SEARED SCALLOPS
10/30/2016
I hope you are enjoying these beautiful fall days! I really love watching the leaves fall and scatter on the ground in a beautiful array of color only boasted during the fall season. With fall comes an abundance of squash, pumpkin and comforting dishes. This recipe for Seared Scallops is delicate, and wonderful but becomes almost of comfort food when paired with fried sage leaves and butternut squash puree. An ordinary dinner and be easily turned into an extraordinary dinner with ease, with just a little inspiration and preparation. Have a lovely evening.
Love,
Molly
Seared Scallops
Ingredients
1 pound sea scallops, patted dry
1 Tbs. unsalted butter
1 Tbs. olive oil
kosher salt
freshly ground black pepper
Directions
Check your scallops to see if any of them still have the 'foot' attached. This is a little muscle attached to the side of the scallop. If it's there you'll notice, just remove them. Give the scallops a good rinse of cold water and pat dry.
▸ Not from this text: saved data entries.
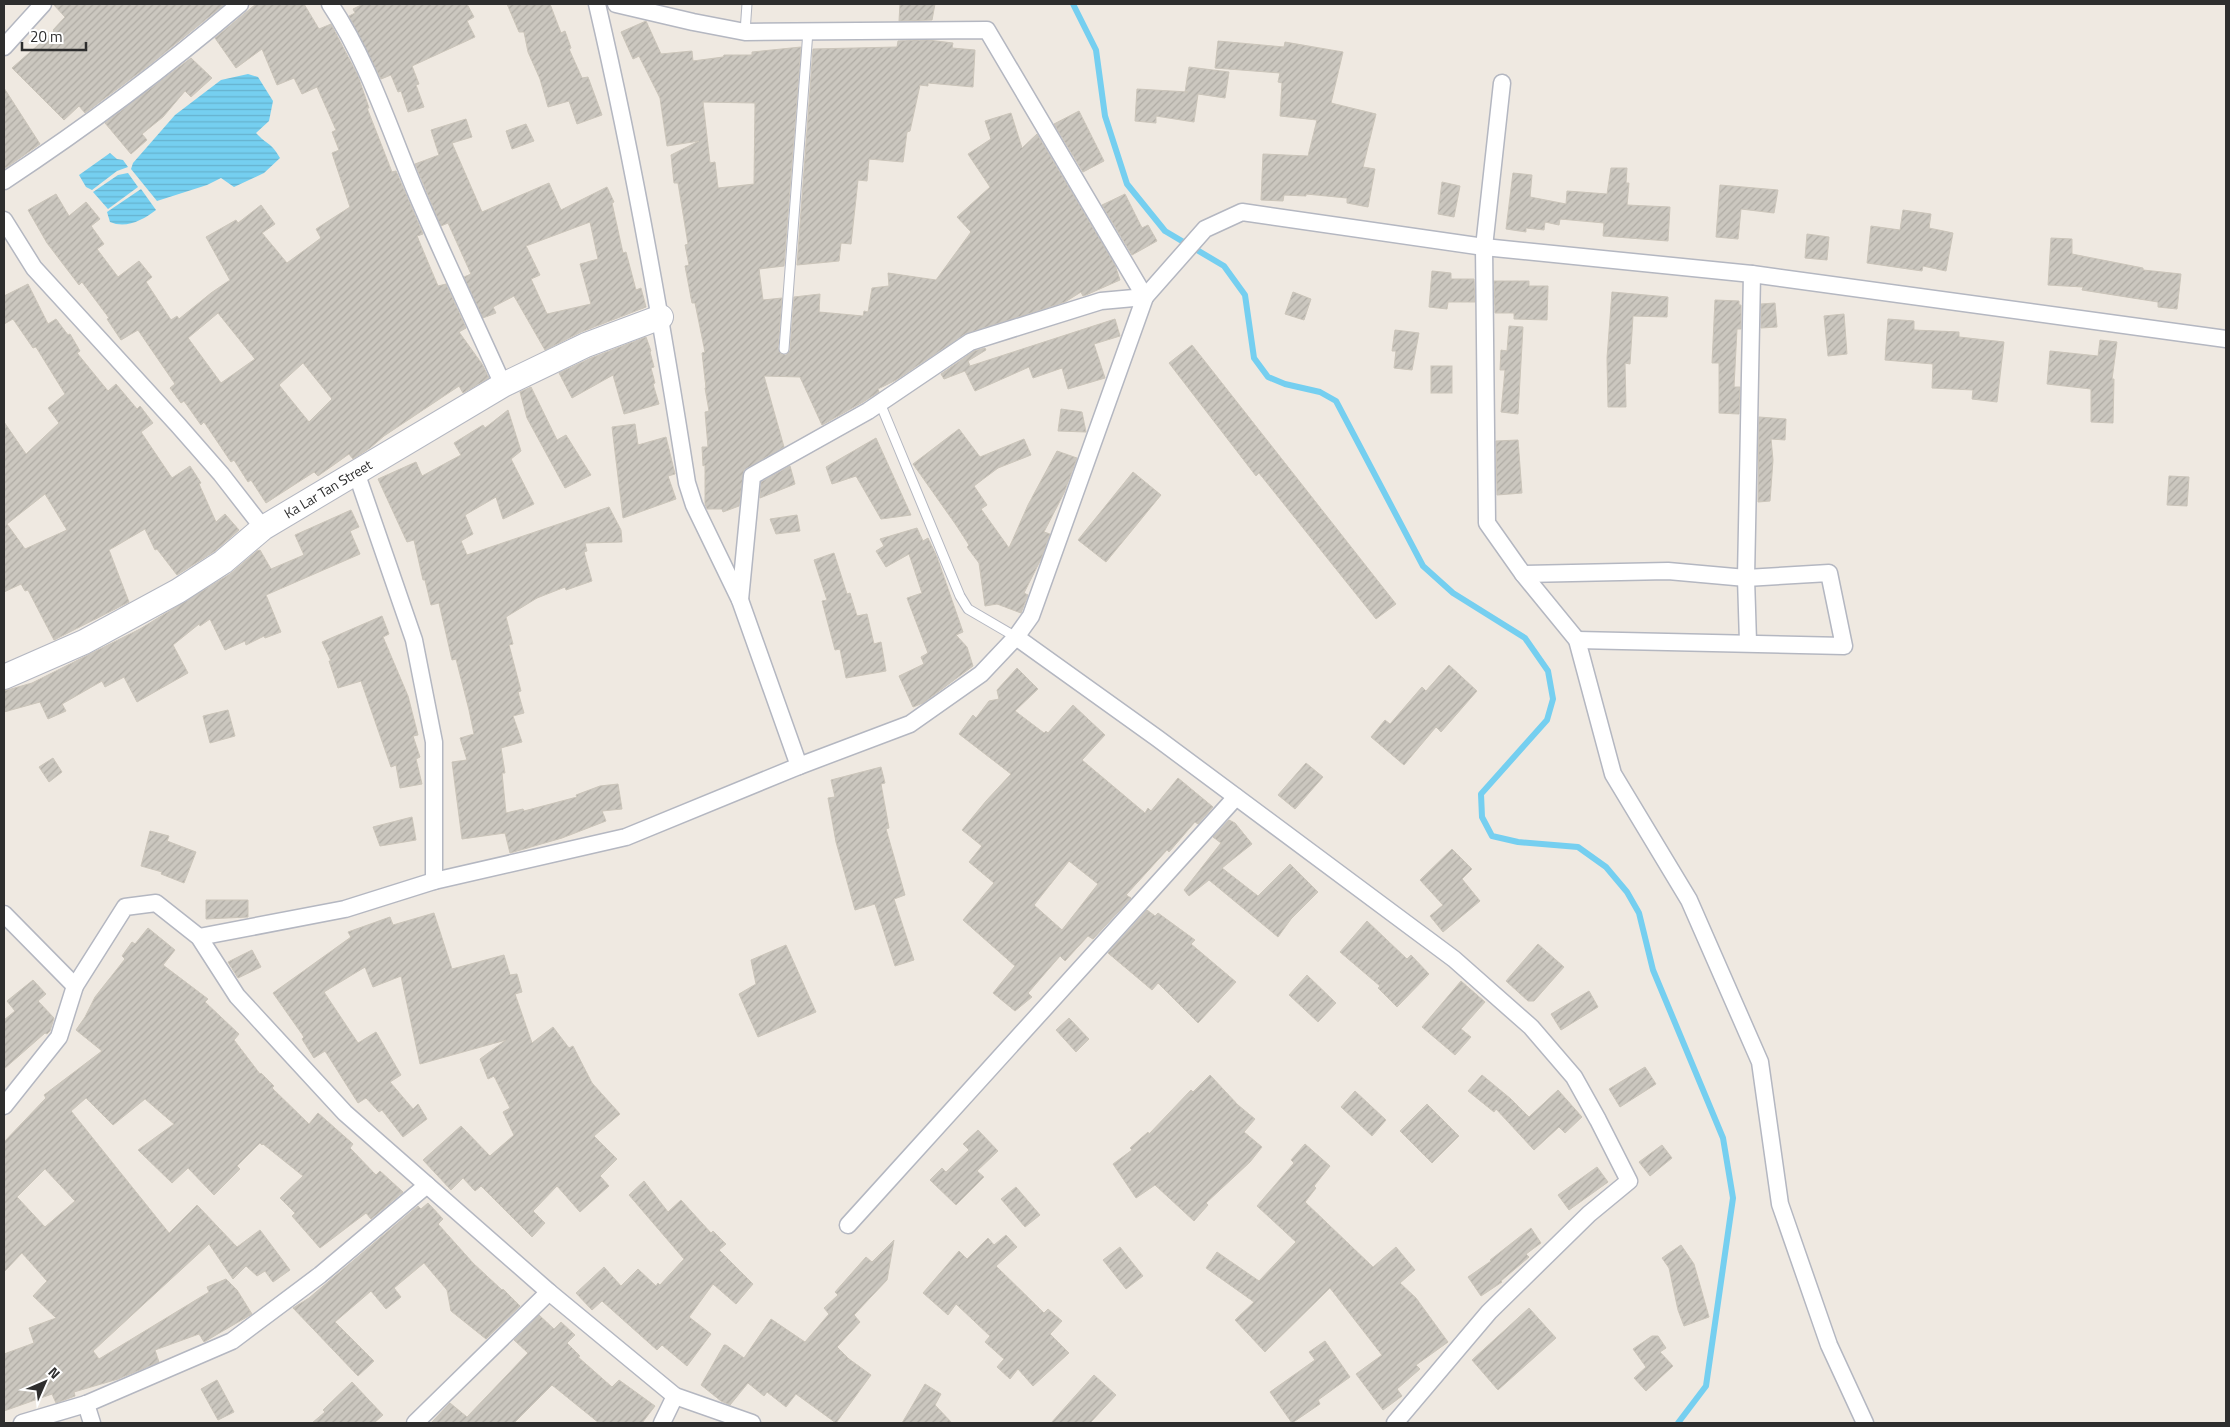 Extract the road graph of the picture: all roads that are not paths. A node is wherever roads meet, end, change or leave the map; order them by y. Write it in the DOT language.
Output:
graph roads {
  1 [pos="43,4"];
  2 [pos="240,4"];
  3 [pos="330,4"];
  4 [pos="597,4"];
  5 [pos="616,4"];
  6 [pos="747,4"];
  7 [pos="808,31"];
  8 [pos="745,32"];
  9 [pos="4,47"];
  10 [pos="1502,83"];
  11 [pos="4,181"];
  12 [pos="4,220"];
  13 [pos="1484,247"];
  14 [pos="1752,274"];
  15 [pos="1145,297"];
  16 [pos="661,317"];
  17 [pos="2226,339"];
  18 [pos="784,349"];
  19 [pos="503,385"];
  20 [pos="880,403"];
  21 [pos="356,472"];
  22 [pos="263,528"];
  23 [pos="1523,574"];
  24 [pos="1746,578"];
  25 [pos="740,600"];
  26 [pos="1016,637"];
  27 [pos="1577,640"];
  28 [pos="1748,642"];
  29 [pos="4,677"];
  30 [pos="799,766"];
  31 [pos="1236,797"];
  32 [pos="434,882"];
  33 [pos="4,914"];
  34 [pos="199,937"];
  35 [pos="75,986"];
  36 [pos="4,1106"];
  37 [pos="427,1185"];
  38 [pos="848,1224"];
  39 [pos="549,1292"];
  40 [pos="675,1396"];
  41 [pos="86,1404"];
  42 [pos="22,1423"];
  43 [pos="92,1423"];
  44 [pos="415,1423"];
  45 [pos="662,1423"];
  46 [pos="752,1423"];
  47 [pos="1395,1423"];
  48 [pos="1865,1423"];
  1 -- 9 [label="street"];
  2 -- 11 [label="street"];
  3 -- 19 [label="street"];
  4 -- 16 [label="street"];
  5 -- 8 [label="street"];
  6 -- 8 [label="lane"];
  7 -- 8 [label="street"];
  7 -- 15 [label="street"];
  7 -- 18 [label="lane"];
  10 -- 13 [label="street"];
  12 -- 22 [label="street"];
  13 -- 14 [label="street"];
  13 -- 15 [label="street"];
  13 -- 23 [label="street"];
  14 -- 17 [label="street"];
  14 -- 24 [label="street"];
  15 -- 20 [label="street"];
  15 -- 26 [label="street"];
  16 -- 19 [label="street, Ka Lar Tan Street"];
  16 -- 25 [label="street"];
  19 -- 21 [label="street, Ka Lar Tan Street"];
  20 -- 25 [label="street"];
  20 -- 26 [label="lane"];
  21 -- 22 [label="street, Ka Lar Tan Street"];
  21 -- 32 [label="street"];
  22 -- 29 [label="street, Ka Lar Tan Street"];
  23 -- 24 [label="street"];
  23 -- 27 [label="street"];
  24 -- 28 [label="street"];
  24 -- 28 [label="street"];
  25 -- 30 [label="street"];
  26 -- 30 [label="street"];
  26 -- 31 [label="street"];
  27 -- 28 [label="street"];
  27 -- 48 [label="street"];
  30 -- 32 [label="street"];
  31 -- 38 [label="street"];
  31 -- 47 [label="street"];
  32 -- 34 [label="street"];
  33 -- 35 [label="street"];
  34 -- 35 [label="street"];
  34 -- 37 [label="street"];
  35 -- 36 [label="street"];
  37 -- 39 [label="street"];
  37 -- 41 [label="street"];
  39 -- 40 [label="street"];
  39 -- 44 [label="street"];
  40 -- 45 [label="street"];
  40 -- 46 [label="street"];
  41 -- 42 [label="street"];
  41 -- 43 [label="street"];
}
Add the butter and olive oil to your skillet or saute pan on high heat. You want that pan screamin' hot. Salt and pepper the scallops and once the pan is almost smoking (careful watch so you don't burn the butter) add them to the pan allowing for plenty of room so they aren't touching. Sear on both sides for about 1 1/2 minutes per side. Don't touch them while they are searing. They should have nice golden, crisp sides and be just translucent in the center. Do Not Overcook them! They are best when served right away.